La Justicia de Rafaela condenó a 10 años de prisión a María Silvina Asís, ex jefa de la Comisaría 6ª de Frontera, en el marco de una causa que investigó una red de corrupción policial que operó en distintas dependencias de esa localidad santafesina y de Josefina. La fiscalía había solicitado una condena de 12 años de cárcel. 

Según reportó La Voz de San Justo, la fiscalía sostuvo que la ex jefa policial integró una organización conformada por efectivos que, aprovechando sus cargos y recursos estatales, habrían cometido diversos delitos entre septiembre de 2020 y febrero de 2022.

Entre las calificaciones penales que este jueves refrendó el fallo de la jueza Cecilia Alamo figuraron asociación ilícita, apremios ilegales, privación ilegítima de la libertad, falsedad ideológica de documento público, incumplimiento de los deberes de funcionario público, exacciones ilegales y encubrimiento agravado.

Según los voceros judiciales, la causa se construyó a partir de escuchas telefónicas, denuncias, testimonios y registros audiovisuales.
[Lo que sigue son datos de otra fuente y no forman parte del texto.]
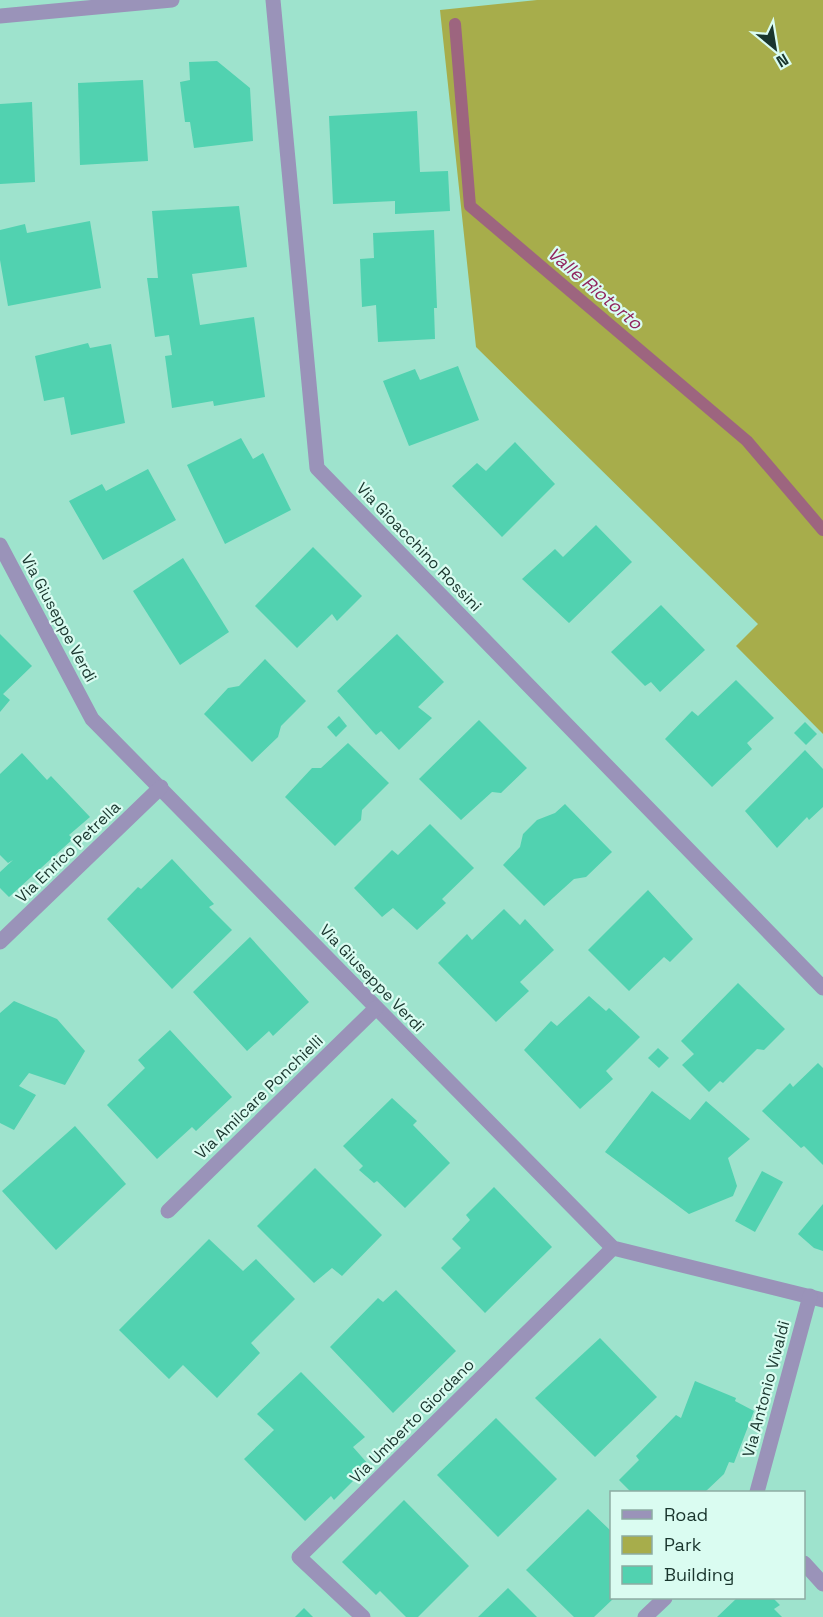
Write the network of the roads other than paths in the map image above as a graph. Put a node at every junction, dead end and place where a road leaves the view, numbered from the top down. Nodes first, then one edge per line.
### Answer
1 (172, 0) edge
2 (273, 0) edge
3 (121, 2) edge
4 (0, 16) edge
5 (0, 545) edge
6 (161, 787) junction
7 (0, 942) edge
8 (823, 988) edge
9 (376, 1008) junction
10 (168, 1211) dead end
11 (613, 1248) junction
12 (817, 1298) edge
13 (757, 1491) edge
14 (805, 1564) edge
15 (823, 1584) edge
16 (664, 1599) edge
17 (363, 1617) edge
18 (645, 1617) edge

1 - 3 street
2 - 8 street, Via Gioacchino Rossini
3 - 4 street
5 - 6 street, Via Giuseppe Verdi
6 - 7 street, Via Enrico Petrella
6 - 9 street, Via Giuseppe Verdi
9 - 10 street, Via Amilcare Ponchielli
9 - 11 street, Via Giuseppe Verdi
11 - 12 street
11 - 17 street, Via Umberto Giordano
12 - 13 street, Via Antonio Vivaldi
14 - 15 street
16 - 18 street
Según la acusación, la estructura también estaba integrada por el ex jefe de Inspección Gastón Eletti y el agente de la Brigada Motorizada Juan Manuel Villafañe, quienes previamente reconocieron su participación en los hechos y fueron condenados mediante juicios abreviados a 7 y 3 años de prisión, respectivamente.

Durante el proceso, la Fiscalía sostuvo que la organización actuó de manera habitual y continua, utilizando la función policial para cometer distintos delitos y favorecer situaciones de impunidad.

El caso se convirtió en un emblema de corrupción institucional y expuso el funcionamiento de una estructura delictiva de uniforme policial en Frontera, donde el negocio de la droga se dirime con una violencia inusitada para una ciudad de poco menos de 10 mil habitantes.

La investigación penal, llevada adelante originalmente por la fiscal Gabriela Lema, determinó que entre el 21 de septiembre de 2020 y el 1º de febrero de 2022 las dependencias policiales de Frontera y Josefina funcionaron prácticamente como una organización delictiva paralela.

Para la teoría del Ministerio Público de la Acusación, la estructura estaba organizada de manera vertical por Gastón Eletti y María Silvina Asís. Aprovechándose de las facultades, el poder y los cargos que ostentaban, ambos jefes "organizaron y direccionaron recursos públicos bajo su administración para montar la empresa delictiva".

La red de corrupción contaba además con la complicidad operativa de Villafañe y de otros diez oficiales y suboficiales que prestaban servicios en la Comisaría 6ª, la Subcomisaría 8ª de Josefina y el Destacamento 6º de barrio Acapulco, en jurisdicción de Josefina.

La fiscalía describió la maniobra desplegada por los jefes policiales, que encubrían a sectores ligados a la delincuencia a cambio de dinero.

"Esto genera que la persona que está individualizada por el personal policial, que tiene la obligación de perseguirla penalmente, siga en libertad y puede que cometa más hechos. Eso provoca, indefectiblemente, que haya mayor inseguridad, afectando a los ciudadanos", dijo la fiscal Lema al explicar cómo los jefes cobijaban la impunidad a cambio de dádivas o coimas.

Entre los hechos más graves también se investigó la detención de un periodista de San Francisco –localidad cordobesa lindera a Frontera– ocurrida en septiembre de 2020, durante la cobertura de una manifestación frente a la comisaría de Frontera, episodio que fue incorporado como uno de los puntos centrales de la investigación, detalló el portal Radio Estación.